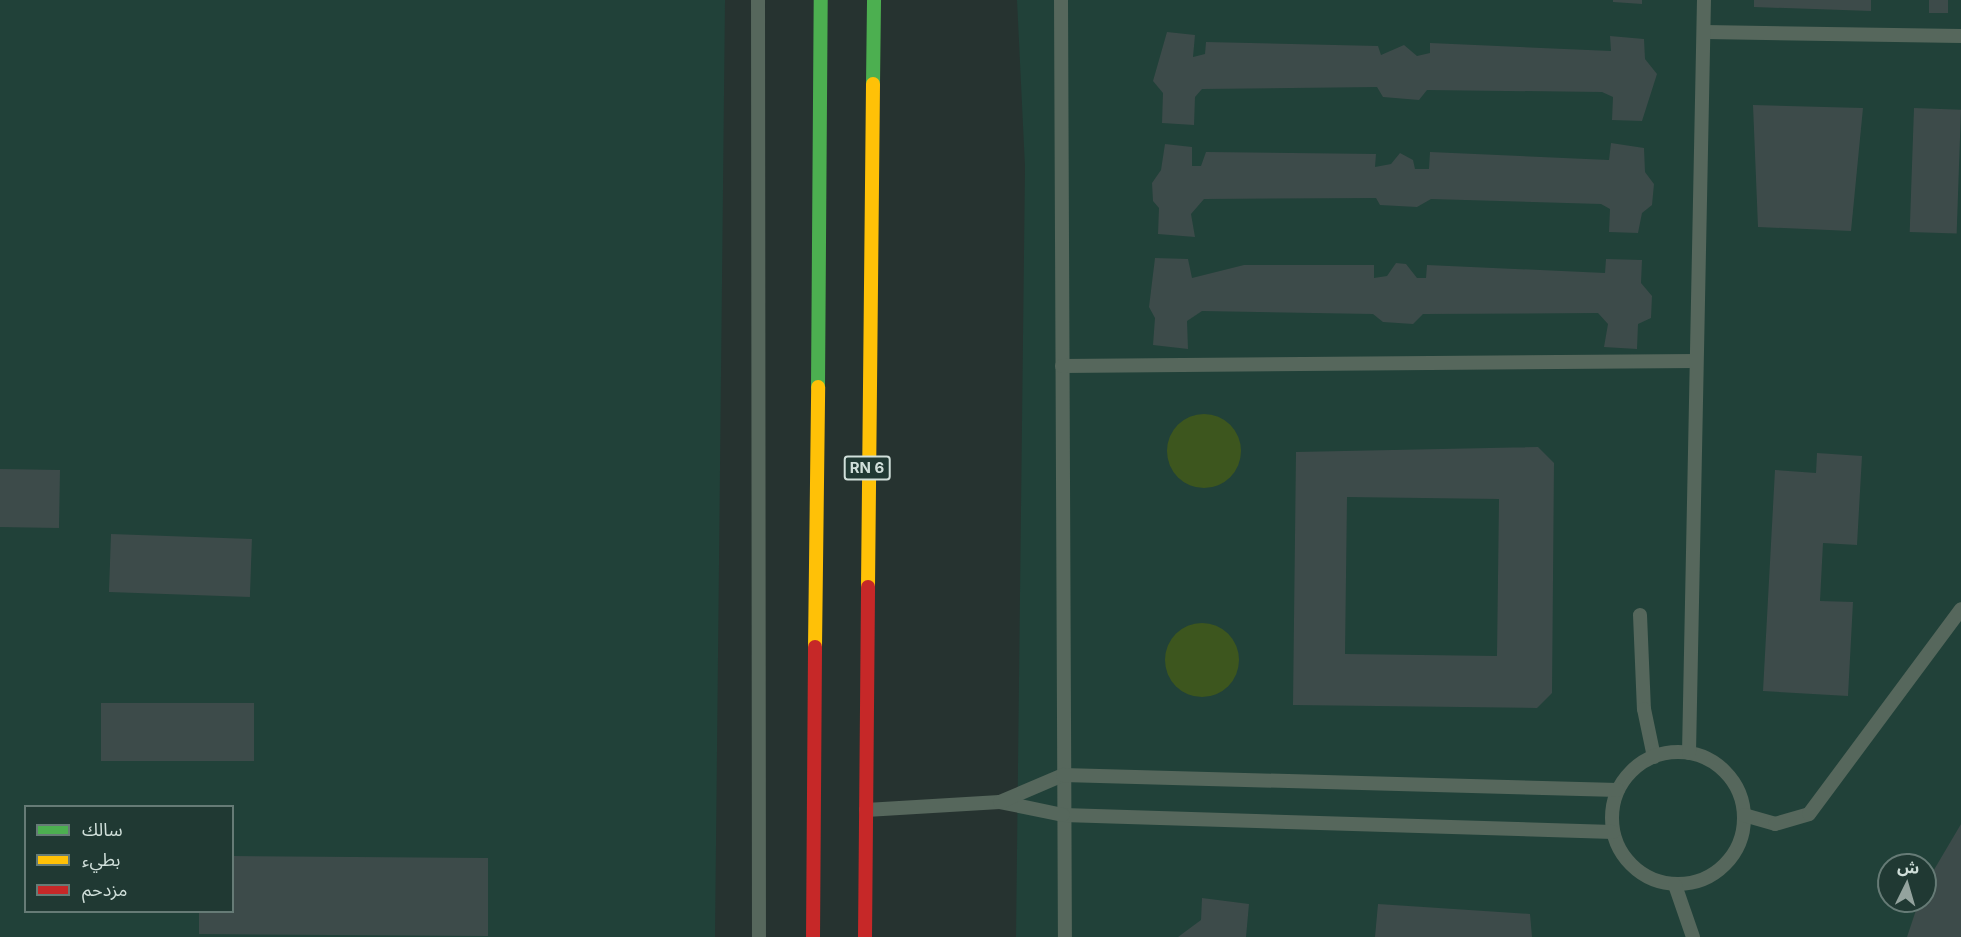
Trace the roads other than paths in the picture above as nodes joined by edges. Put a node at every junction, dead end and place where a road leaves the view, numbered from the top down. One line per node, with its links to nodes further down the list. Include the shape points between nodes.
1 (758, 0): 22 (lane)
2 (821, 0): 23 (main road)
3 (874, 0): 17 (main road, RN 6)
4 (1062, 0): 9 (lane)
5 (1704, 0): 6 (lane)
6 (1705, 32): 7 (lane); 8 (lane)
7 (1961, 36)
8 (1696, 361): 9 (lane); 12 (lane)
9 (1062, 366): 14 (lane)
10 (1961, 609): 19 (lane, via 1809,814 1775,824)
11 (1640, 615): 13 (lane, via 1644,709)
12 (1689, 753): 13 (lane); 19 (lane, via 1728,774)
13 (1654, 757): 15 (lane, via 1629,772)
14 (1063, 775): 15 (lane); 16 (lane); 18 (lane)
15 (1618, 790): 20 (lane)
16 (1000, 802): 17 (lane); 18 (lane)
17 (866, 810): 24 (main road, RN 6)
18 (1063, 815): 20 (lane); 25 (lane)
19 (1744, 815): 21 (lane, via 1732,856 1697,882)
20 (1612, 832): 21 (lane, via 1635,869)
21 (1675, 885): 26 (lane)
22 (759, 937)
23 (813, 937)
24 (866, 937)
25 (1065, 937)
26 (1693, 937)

━━━

Without carrying over any picture, retype the records above word for word.

Your solution:
Trace the roads other than paths in the picture above as nodes joined by edges. Put a node at every junction, dead end and place where a road leaves the view, numbered from the top down. One line per node, with its links to nodes further down the list. Include the shape points between nodes.
1 (758, 0): 22 (lane)
2 (821, 0): 23 (main road)
3 (874, 0): 17 (main road, RN 6)
4 (1062, 0): 9 (lane)
5 (1704, 0): 6 (lane)
6 (1705, 32): 7 (lane); 8 (lane)
7 (1961, 36)
8 (1696, 361): 9 (lane); 12 (lane)
9 (1062, 366): 14 (lane)
10 (1961, 609): 19 (lane, via 1809,814 1775,824)
11 (1640, 615): 13 (lane, via 1644,709)
12 (1689, 753): 13 (lane); 19 (lane, via 1728,774)
13 (1654, 757): 15 (lane, via 1629,772)
14 (1063, 775): 15 (lane); 16 (lane); 18 (lane)
15 (1618, 790): 20 (lane)
16 (1000, 802): 17 (lane); 18 (lane)
17 (866, 810): 24 (main road, RN 6)
18 (1063, 815): 20 (lane); 25 (lane)
19 (1744, 815): 21 (lane, via 1732,856 1697,882)
20 (1612, 832): 21 (lane, via 1635,869)
21 (1675, 885): 26 (lane)
22 (759, 937)
23 (813, 937)
24 (866, 937)
25 (1065, 937)
26 (1693, 937)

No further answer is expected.